■ About this task
Lines that contain "edges" are to be copied from the material, every one of them.

■ Records to process
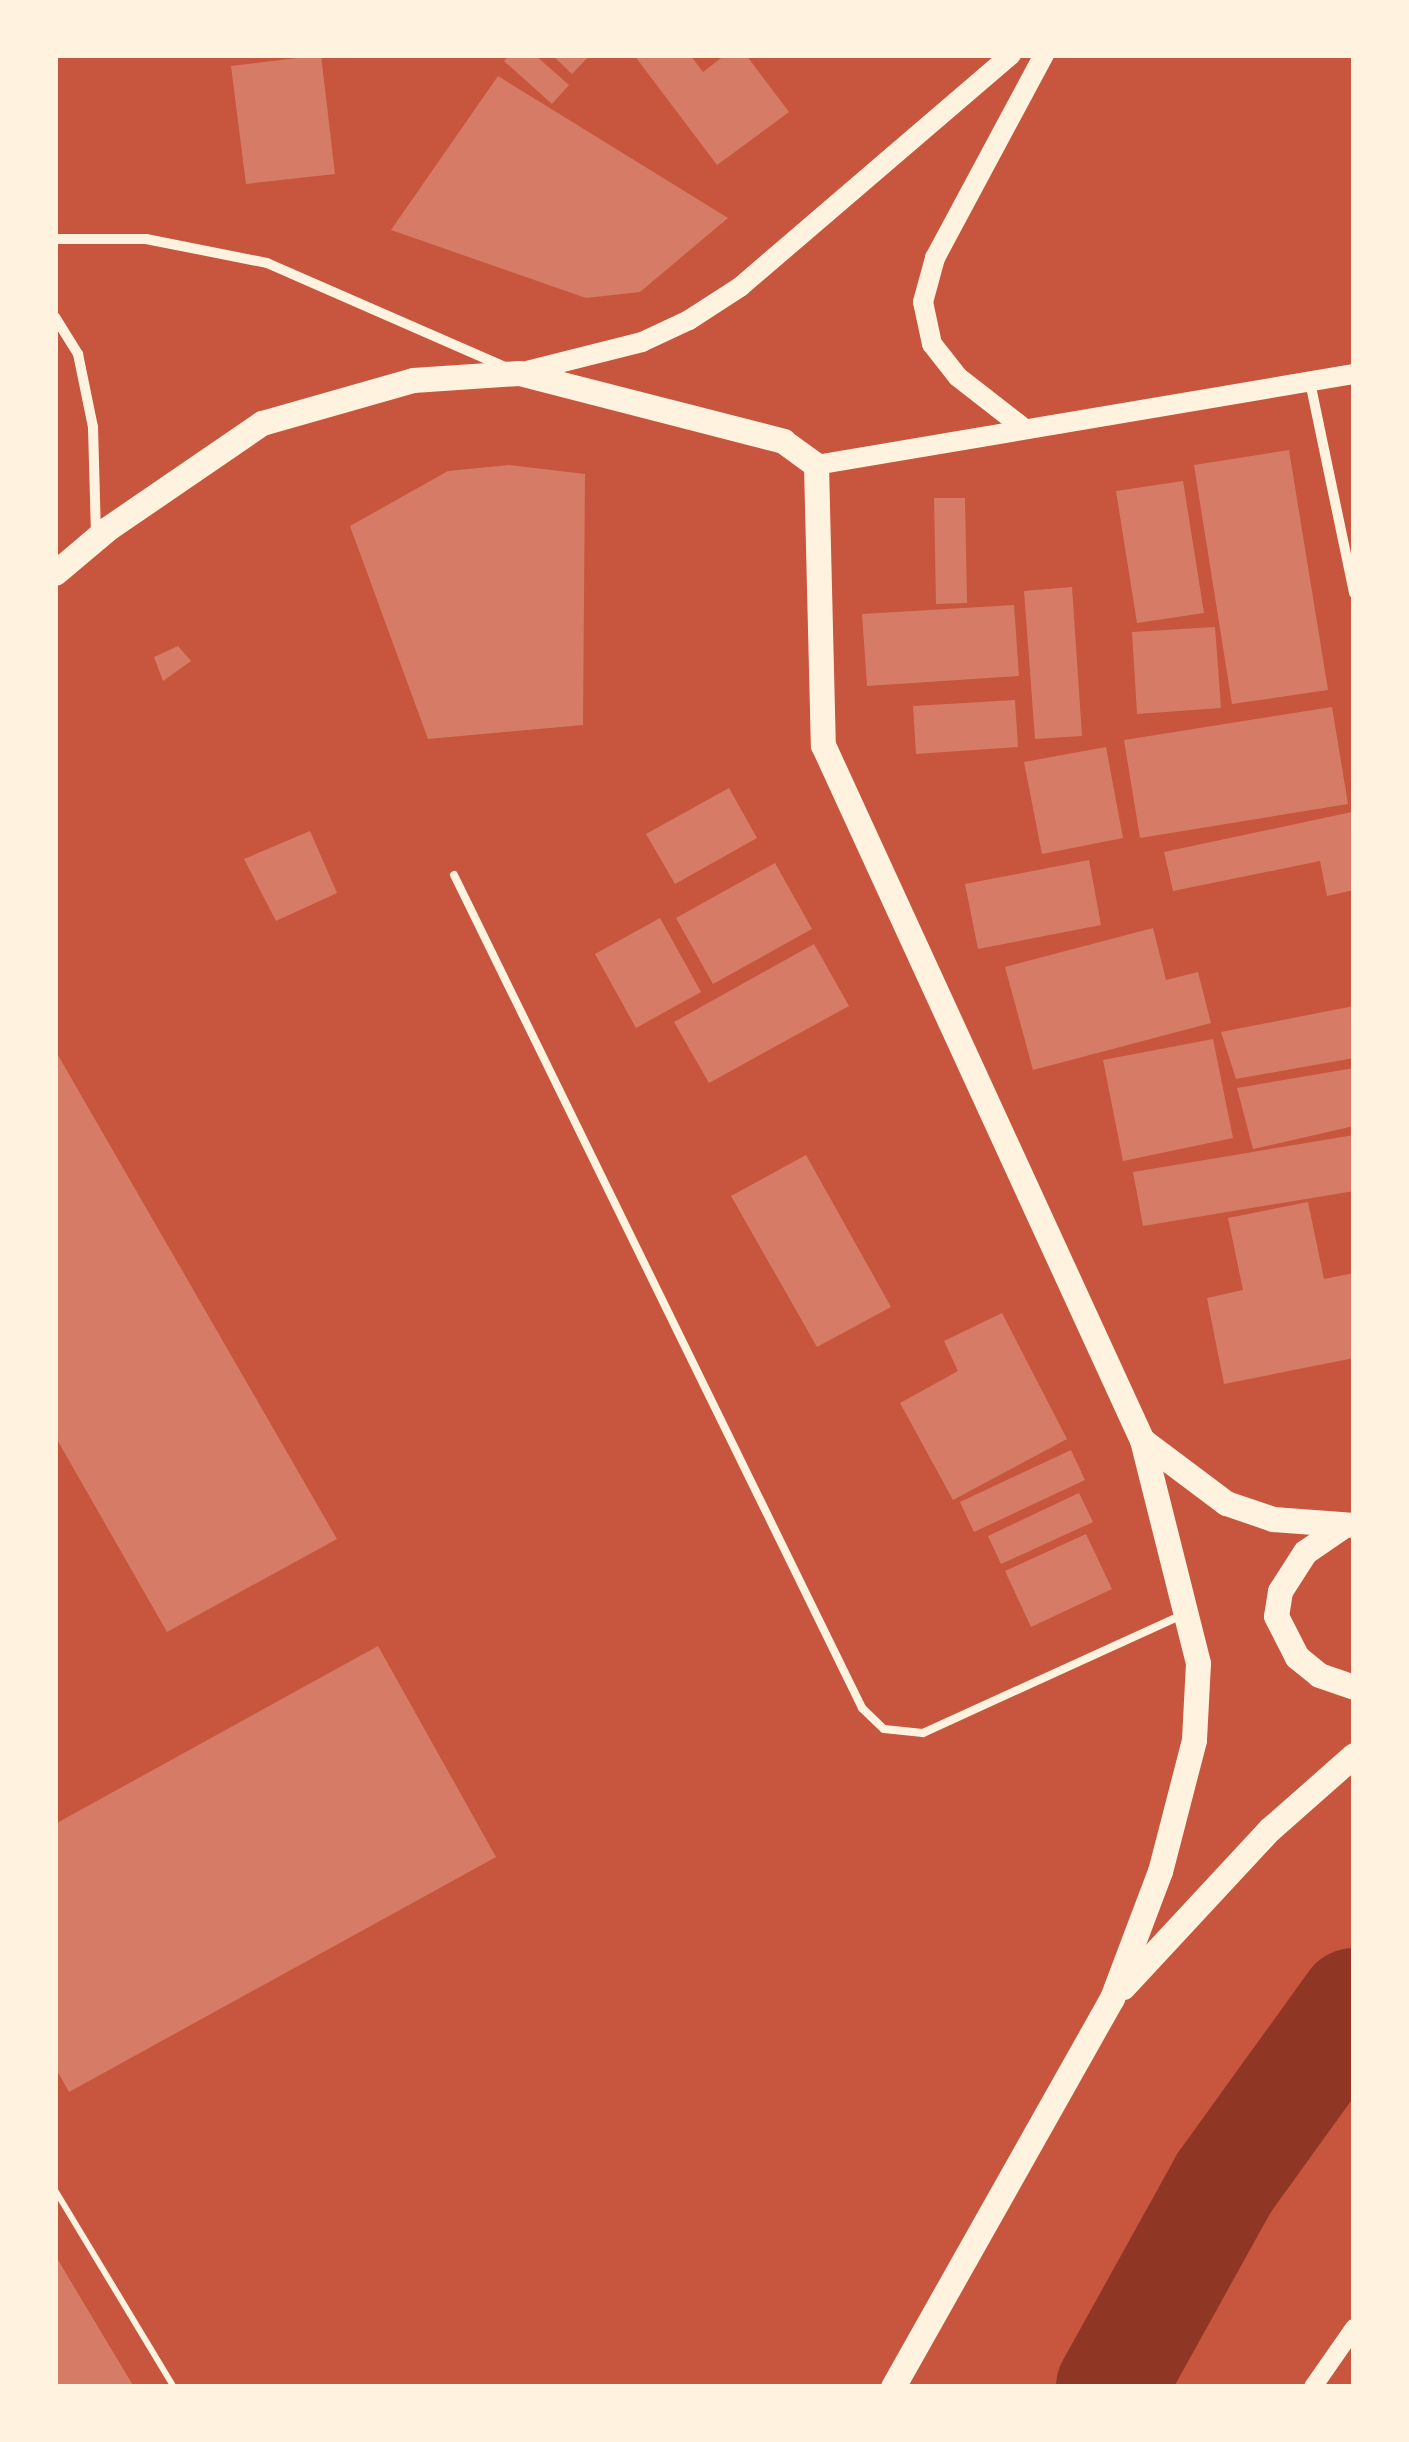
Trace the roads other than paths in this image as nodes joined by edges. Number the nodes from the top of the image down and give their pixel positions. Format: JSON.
{"nodes":[{"id":1,"x":1012,"y":55,"type":"edge"},
{"id":2,"x":1044,"y":55,"type":"edge"},
{"id":3,"x":55,"y":239,"type":"edge"},
{"id":4,"x":55,"y":316,"type":"edge"},
{"id":5,"x":520,"y":373,"type":"junction"},
{"id":6,"x":1354,"y":374,"type":"edge"},
{"id":7,"x":1310,"y":382,"type":"junction"},
{"id":8,"x":1021,"y":426,"type":"junction"},
{"id":9,"x":816,"y":464,"type":"junction"},
{"id":10,"x":96,"y":539,"type":"junction"},
{"id":11,"x":55,"y":573,"type":"edge"},
{"id":12,"x":1354,"y":593,"type":"edge"},
{"id":13,"x":454,"y":875,"type":"dead end"},
{"id":14,"x":1142,"y":1440,"type":"junction"},
{"id":15,"x":1347,"y":1526,"type":"edge"},
{"id":16,"x":1189,"y":1612,"type":"junction"},
{"id":17,"x":1354,"y":1687,"type":"edge"},
{"id":18,"x":1354,"y":1755,"type":"edge"},
{"id":19,"x":1112,"y":1998,"type":"junction"},
{"id":20,"x":1354,"y":2328,"type":"edge"},
{"id":21,"x":893,"y":2387,"type":"edge"},
{"id":22,"x":1313,"y":2387,"type":"edge"}],
"edges":[{"from":1,"to":5,"type":"main road"},
{"from":2,"to":8,"type":"main road"},
{"from":3,"to":5,"type":"street"},
{"from":4,"to":10,"type":"street"},
{"from":5,"to":9,"type":"main road"},
{"from":5,"to":10,"type":"main road"},
{"from":6,"to":7,"type":"main road"},
{"from":7,"to":8,"type":"main road"},
{"from":7,"to":12,"type":"street"},
{"from":8,"to":9,"type":"main road"},
{"from":9,"to":14,"type":"main road"},
{"from":10,"to":11,"type":"main road"},
{"from":13,"to":16,"type":"lane"},
{"from":14,"to":15,"type":"main road"},
{"from":14,"to":16,"type":"main road"},
{"from":15,"to":17,"type":"main road"},
{"from":16,"to":19,"type":"main road"},
{"from":18,"to":19,"type":"main road"},
{"from":19,"to":21,"type":"main road"},
{"from":20,"to":22,"type":"street"}]}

■ Response area
Trace the roads other than paths in this image as nodes joined by edges. Number the nodes from the top of the image down and give their pixel positions. Format: JSON.
"edges":[{"from":1,"to":5,"type":"main road"},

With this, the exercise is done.